___ Entries supplied ___
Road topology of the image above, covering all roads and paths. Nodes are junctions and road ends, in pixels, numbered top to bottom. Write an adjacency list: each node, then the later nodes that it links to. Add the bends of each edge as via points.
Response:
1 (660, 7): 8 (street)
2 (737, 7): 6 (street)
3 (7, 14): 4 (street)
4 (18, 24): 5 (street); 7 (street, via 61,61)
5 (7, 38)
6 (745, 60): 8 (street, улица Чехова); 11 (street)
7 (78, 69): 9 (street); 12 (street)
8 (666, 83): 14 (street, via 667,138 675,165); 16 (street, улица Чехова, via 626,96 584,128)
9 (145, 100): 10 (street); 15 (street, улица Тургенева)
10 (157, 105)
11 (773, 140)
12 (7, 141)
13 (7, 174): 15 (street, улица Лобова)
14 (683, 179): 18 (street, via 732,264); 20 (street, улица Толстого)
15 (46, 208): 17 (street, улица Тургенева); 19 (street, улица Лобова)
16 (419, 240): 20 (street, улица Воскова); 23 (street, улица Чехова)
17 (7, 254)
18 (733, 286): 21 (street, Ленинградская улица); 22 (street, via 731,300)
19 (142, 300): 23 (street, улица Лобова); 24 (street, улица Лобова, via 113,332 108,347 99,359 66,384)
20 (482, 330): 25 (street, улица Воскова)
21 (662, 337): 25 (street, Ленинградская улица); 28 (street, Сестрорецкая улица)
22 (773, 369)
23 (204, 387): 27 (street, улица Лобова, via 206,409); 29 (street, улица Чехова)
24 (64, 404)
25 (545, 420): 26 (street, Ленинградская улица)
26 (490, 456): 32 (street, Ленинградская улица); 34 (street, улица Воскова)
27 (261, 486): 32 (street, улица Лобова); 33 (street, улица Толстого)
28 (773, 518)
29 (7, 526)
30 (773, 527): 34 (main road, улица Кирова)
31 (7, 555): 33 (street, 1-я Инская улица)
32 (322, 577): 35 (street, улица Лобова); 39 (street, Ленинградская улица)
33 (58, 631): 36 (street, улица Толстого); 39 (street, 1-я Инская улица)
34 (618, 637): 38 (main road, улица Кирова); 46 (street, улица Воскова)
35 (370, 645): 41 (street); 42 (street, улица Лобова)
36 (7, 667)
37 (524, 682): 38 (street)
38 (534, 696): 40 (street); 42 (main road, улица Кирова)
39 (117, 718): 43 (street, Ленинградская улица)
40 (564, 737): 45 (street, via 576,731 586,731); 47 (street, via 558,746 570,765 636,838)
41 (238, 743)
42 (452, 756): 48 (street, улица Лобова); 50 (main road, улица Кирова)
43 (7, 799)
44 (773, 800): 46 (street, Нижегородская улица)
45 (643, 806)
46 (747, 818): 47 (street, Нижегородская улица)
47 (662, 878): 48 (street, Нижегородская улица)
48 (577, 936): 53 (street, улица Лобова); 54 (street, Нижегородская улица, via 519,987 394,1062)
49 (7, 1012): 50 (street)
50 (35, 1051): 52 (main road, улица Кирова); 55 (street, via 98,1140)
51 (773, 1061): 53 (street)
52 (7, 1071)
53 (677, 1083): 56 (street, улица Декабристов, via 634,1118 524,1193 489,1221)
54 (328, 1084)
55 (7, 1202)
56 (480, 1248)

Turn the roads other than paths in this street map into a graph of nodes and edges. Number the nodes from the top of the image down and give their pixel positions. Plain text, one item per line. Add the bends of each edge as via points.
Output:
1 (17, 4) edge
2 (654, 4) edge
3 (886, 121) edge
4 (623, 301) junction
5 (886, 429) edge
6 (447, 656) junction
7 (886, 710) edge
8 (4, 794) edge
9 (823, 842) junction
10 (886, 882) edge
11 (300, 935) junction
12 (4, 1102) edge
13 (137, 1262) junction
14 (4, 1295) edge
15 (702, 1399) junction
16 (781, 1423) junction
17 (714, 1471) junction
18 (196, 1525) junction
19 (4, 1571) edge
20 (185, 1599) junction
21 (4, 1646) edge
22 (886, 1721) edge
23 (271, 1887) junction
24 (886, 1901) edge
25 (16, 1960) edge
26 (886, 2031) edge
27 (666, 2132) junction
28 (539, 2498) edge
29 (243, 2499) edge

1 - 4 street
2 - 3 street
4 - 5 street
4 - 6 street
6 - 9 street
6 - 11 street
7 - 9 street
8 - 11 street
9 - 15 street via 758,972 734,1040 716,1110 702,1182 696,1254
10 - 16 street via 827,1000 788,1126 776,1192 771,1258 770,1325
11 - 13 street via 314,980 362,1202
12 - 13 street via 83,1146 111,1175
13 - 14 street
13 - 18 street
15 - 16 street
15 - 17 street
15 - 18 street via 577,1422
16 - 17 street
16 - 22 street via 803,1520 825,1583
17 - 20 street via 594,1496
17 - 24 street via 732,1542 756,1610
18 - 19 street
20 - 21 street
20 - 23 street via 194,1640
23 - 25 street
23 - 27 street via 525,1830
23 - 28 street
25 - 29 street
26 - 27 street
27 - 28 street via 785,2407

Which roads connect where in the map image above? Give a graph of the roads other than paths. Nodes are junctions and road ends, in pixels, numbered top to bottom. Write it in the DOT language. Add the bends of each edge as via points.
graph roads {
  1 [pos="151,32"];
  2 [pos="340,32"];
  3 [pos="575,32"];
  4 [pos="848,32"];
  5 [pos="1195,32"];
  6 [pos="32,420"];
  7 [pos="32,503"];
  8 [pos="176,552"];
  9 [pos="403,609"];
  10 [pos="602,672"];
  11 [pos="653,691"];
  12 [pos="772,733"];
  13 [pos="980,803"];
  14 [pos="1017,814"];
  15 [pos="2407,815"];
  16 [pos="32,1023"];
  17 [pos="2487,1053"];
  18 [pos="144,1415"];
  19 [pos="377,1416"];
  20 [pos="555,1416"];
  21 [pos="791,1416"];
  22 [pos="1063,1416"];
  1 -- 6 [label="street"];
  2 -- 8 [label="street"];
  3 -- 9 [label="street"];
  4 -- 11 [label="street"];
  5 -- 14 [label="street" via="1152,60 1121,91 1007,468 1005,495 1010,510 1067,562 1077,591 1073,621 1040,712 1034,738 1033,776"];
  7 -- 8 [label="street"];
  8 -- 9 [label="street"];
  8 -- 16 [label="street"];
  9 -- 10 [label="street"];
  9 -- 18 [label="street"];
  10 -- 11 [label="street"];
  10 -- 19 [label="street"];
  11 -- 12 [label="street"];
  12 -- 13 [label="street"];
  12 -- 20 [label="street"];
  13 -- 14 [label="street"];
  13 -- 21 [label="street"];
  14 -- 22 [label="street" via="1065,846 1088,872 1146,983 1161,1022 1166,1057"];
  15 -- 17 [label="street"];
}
___
What you need to do: "Кирова" is the string to look for; please copy every line of the records above where it appears.

Reply to the exercise:
30 (773, 527): 34 (main road, улица Кирова)
34 (618, 637): 38 (main road, улица Кирова); 46 (street, улица Воскова)
38 (534, 696): 40 (street); 42 (main road, улица Кирова)
42 (452, 756): 48 (street, улица Лобова); 50 (main road, улица Кирова)
50 (35, 1051): 52 (main road, улица Кирова); 55 (street, via 98,1140)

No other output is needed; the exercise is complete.